Are you a nuke?:stuck_out_tongue_closed_eyes: My husband was on a submarine for several years. You sound like on! Anyways, two weeks in?!?! If this is how you think you and your daughter will be just fine!!! Timing is everything and you are lightyeats ahead of where I was in your diabetes journey! It occasionally still throws me for a loop but once I figured out how to time meals and insulin I was in a much better place. Have you found the Juicebox podcast yet? It’s great stuff. You’d like it.

Yeah, I was a Nuke for 10 years. You can take the Nuke off the ship but you cant take the ship outta the Nuke. My wife still calls me her Sheldon. Much of the statistical insight came from graduate school. We are getting the hang of this and hopefully her DEXCOM will arrive in the next few days. Thanks for making me smile today.


How it going? Just checking in!

Also checking in with you. Has your Dexcom surprise pack arrived yet?
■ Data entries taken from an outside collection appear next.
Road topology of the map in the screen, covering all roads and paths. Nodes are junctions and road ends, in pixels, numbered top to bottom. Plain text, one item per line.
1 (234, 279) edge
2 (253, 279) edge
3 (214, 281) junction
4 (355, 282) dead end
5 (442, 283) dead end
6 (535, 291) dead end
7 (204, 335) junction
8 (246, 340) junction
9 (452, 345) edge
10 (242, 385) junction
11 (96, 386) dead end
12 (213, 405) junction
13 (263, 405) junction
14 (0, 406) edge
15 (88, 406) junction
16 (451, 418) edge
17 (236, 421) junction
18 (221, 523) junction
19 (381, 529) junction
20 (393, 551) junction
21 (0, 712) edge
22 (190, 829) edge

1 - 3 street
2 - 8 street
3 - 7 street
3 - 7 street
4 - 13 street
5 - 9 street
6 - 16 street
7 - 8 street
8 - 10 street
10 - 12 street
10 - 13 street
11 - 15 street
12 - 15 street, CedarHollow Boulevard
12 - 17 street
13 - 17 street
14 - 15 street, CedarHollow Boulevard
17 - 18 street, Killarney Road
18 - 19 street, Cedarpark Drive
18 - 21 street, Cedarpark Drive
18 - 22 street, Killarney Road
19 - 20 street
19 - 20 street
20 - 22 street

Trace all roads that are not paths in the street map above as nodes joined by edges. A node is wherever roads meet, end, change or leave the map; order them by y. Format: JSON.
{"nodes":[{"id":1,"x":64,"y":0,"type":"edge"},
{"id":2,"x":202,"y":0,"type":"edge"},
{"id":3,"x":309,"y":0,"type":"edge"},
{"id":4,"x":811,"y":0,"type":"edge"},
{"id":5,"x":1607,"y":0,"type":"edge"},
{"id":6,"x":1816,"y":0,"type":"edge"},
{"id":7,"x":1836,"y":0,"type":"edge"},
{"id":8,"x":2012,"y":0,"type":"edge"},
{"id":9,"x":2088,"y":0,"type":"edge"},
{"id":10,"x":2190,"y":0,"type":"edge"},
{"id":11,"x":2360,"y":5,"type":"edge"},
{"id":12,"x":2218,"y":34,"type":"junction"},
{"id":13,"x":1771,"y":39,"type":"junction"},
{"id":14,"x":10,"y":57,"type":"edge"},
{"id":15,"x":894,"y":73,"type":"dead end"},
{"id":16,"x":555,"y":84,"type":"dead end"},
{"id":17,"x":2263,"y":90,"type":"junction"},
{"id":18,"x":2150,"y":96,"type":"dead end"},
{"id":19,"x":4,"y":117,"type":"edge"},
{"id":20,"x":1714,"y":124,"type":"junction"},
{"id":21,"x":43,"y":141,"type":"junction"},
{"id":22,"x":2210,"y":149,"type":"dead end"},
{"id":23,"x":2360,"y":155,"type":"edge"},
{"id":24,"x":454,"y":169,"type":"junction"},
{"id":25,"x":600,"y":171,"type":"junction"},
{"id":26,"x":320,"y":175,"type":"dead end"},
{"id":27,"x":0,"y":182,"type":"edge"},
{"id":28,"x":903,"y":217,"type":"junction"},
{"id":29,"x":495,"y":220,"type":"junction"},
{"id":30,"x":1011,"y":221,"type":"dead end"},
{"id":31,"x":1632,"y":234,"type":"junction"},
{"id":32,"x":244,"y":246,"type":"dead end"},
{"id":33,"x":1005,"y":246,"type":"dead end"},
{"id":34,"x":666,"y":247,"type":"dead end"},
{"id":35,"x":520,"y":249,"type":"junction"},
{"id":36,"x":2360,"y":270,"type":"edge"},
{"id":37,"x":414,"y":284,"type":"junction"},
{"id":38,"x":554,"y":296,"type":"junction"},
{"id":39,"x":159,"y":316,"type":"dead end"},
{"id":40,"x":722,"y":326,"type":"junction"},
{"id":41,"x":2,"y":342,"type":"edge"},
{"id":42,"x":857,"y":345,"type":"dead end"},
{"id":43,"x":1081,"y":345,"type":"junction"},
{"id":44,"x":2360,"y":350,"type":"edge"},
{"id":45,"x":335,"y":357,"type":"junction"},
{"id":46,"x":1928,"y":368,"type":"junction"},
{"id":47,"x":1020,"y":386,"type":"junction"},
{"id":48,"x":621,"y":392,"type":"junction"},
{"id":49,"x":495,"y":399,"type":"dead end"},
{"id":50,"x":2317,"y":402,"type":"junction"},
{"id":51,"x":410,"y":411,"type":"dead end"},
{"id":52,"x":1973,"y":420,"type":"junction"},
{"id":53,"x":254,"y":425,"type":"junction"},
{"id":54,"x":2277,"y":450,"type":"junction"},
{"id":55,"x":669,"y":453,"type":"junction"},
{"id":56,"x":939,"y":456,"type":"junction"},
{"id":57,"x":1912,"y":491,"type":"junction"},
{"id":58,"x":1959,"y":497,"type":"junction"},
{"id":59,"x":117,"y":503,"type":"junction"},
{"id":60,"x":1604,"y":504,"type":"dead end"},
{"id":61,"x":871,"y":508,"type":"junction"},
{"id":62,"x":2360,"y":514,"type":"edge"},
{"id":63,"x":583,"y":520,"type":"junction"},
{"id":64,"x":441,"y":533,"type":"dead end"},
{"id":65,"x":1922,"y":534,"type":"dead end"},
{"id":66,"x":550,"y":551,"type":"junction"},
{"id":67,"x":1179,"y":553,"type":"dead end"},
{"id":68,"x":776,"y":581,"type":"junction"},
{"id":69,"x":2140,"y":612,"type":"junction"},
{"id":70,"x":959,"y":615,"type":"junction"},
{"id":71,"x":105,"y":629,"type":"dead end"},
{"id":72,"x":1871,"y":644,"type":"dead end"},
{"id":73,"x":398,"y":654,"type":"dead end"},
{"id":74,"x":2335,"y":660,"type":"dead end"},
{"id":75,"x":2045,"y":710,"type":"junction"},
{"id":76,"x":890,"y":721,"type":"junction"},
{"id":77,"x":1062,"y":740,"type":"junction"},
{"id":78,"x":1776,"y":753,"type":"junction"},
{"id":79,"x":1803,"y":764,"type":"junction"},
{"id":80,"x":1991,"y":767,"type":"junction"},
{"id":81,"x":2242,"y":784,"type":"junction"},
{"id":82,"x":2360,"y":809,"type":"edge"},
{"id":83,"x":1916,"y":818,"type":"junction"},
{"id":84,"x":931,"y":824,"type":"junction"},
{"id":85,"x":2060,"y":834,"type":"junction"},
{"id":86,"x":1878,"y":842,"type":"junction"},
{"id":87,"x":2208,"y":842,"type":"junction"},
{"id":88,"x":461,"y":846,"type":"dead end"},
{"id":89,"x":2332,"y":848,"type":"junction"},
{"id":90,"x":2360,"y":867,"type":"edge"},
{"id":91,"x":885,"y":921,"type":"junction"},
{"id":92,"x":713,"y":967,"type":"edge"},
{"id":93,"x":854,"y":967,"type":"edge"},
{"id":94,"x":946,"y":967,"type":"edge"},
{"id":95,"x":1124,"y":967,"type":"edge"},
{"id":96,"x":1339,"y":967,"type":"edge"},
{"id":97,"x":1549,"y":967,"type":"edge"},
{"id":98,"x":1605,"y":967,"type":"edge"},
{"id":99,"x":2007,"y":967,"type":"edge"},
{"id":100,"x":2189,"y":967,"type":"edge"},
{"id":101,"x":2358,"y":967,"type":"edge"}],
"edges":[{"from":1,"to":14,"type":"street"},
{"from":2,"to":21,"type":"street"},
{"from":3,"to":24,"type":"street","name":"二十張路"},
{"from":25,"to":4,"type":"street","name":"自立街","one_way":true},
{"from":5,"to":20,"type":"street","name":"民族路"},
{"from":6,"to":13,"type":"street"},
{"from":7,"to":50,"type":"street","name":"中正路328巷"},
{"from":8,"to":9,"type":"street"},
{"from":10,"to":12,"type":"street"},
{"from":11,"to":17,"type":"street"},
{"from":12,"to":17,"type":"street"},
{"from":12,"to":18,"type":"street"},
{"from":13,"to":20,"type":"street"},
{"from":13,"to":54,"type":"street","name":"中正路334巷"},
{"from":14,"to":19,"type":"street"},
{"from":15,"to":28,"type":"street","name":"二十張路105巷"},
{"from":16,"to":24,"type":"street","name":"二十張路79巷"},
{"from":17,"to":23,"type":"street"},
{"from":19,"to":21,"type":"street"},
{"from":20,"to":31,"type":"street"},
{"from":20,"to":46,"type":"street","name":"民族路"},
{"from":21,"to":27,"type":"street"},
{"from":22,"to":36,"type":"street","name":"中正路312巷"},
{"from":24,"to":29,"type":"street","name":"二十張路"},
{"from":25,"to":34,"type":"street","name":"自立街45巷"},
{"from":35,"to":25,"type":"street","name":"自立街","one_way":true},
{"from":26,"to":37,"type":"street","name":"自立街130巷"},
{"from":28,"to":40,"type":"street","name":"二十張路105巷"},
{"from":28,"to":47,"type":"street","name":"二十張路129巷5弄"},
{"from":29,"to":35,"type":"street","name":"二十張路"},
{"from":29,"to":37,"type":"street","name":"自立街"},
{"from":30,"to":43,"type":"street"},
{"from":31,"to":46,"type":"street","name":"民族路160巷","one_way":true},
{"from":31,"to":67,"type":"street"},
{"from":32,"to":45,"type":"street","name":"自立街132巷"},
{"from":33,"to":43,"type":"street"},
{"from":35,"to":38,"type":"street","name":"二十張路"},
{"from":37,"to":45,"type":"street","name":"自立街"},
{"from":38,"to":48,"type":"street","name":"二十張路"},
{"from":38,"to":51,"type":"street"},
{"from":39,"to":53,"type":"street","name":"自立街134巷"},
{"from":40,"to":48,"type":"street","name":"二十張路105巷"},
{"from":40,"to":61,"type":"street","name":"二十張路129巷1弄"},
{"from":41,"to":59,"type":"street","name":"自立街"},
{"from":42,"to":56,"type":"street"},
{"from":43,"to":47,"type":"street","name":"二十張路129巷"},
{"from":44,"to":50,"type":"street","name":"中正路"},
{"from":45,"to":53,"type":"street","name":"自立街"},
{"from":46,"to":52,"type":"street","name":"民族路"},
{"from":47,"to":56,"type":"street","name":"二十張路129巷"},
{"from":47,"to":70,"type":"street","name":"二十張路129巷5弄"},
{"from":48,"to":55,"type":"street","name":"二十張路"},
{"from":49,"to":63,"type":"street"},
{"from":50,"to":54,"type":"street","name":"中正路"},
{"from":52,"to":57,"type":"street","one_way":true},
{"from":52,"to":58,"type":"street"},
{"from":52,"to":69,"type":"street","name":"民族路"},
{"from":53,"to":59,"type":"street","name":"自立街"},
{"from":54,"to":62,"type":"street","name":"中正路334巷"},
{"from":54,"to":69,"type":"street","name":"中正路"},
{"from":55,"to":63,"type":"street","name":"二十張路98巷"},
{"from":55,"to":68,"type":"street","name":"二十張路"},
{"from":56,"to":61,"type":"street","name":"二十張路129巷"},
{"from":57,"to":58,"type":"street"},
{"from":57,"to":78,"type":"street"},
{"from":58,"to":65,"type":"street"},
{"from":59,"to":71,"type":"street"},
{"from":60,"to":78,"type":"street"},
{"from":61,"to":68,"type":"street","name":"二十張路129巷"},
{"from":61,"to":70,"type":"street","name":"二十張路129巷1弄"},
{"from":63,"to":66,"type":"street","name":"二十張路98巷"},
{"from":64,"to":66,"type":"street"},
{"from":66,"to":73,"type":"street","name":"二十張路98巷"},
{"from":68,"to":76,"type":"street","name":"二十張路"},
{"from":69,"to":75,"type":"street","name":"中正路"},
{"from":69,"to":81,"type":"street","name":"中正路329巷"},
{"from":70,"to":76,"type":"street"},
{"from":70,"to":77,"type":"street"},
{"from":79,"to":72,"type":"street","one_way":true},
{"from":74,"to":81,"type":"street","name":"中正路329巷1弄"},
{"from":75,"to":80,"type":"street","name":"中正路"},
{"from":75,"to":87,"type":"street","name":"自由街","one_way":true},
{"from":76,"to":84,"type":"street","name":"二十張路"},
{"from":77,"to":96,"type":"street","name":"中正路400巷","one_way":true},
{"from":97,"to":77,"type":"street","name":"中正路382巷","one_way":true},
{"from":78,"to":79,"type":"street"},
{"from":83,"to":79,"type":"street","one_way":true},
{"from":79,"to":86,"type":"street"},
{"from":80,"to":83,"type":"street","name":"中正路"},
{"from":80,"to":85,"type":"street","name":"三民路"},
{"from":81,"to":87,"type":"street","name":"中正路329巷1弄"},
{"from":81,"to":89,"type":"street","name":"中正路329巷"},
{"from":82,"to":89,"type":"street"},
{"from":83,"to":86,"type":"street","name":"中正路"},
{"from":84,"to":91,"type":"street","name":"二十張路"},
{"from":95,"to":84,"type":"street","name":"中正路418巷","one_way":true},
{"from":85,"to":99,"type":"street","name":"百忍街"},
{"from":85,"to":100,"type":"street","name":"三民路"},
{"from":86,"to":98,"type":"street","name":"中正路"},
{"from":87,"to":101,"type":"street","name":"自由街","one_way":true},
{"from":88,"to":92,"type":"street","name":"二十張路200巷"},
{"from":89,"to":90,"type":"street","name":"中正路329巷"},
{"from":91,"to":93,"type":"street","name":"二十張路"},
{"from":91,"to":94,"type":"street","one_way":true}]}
Please keep us updated :+1:t3:

Just got our Dexcom G-6 last night. When I put it on my daughter there was a lot more blood than I thought. Ive read mixed reviews about this. Thoughts?
Her number was off a bit after the warmup. We tested her at a 204 and the Dexcom had her at a 178. I calibrated it and she went to bed. Throughout the night she was consistently higher than the dexcom so about 0230 when she was about 20 points so off I calibrated it. Then her numbers were higher than the glucose strip. At 0500 I tested her and she was at a 119 but the Dexcom showed 133. After I rolled her over it corrected.
0705 Now she has eaten. We use almond milk if she gets cereal and she ate a protein bar. 37 Carbs 1 unit (40:1 ratio). At 0720 I can tell where the sugar hit and the insulin started flattening her out. I thought we were in the clear. Oh, Nay Nay. 0810 Then the carbs kicked in and she shot to 303 double up arrows and the thing is beeping at me every 5 minutes. I turned the reminder on to every 1 hour but it still keeps beeping at me. Ive raised her limit to 400 just to shut off the beeping. I know she’s high stop reminding me, I cant do anything right now because she still has her insulin from breakfast working.
Then the poop really hit the fan. We gave her .5 units at 0900 to bring her down. she was gently coasting down till she was 80 at 1100. My wife is much more worried about a low. I am more worried about highs. She texted me to ask what to do. I said to feed her lunch. She replied with what I thought was “do I give her a juicebox?” what she actually said was " I just gave her a juicebox." I told her to give a roll of Smarties instead of a Juicebox. She heard " give her a roll of Smarties" If your already laughing you know where this is going. She got lunch, Gogurt, Smarties, and a juice box with only 1.5 units to cover carbs. My daughter was in heaven. insert : rocketman by Elton John :. I came back to my phone an hour and a half later and she’s still at 324 and had peaked around 390. We gave an extra .5 units and will now discuss lessons learned. by “discuss” I mean I will profusely apologize for my miscommunication.
I really cant make this crap up. I’m only now to where I’m laughing at it.

On the plus side her numbers have equaled out now that she’s not laying on the thing.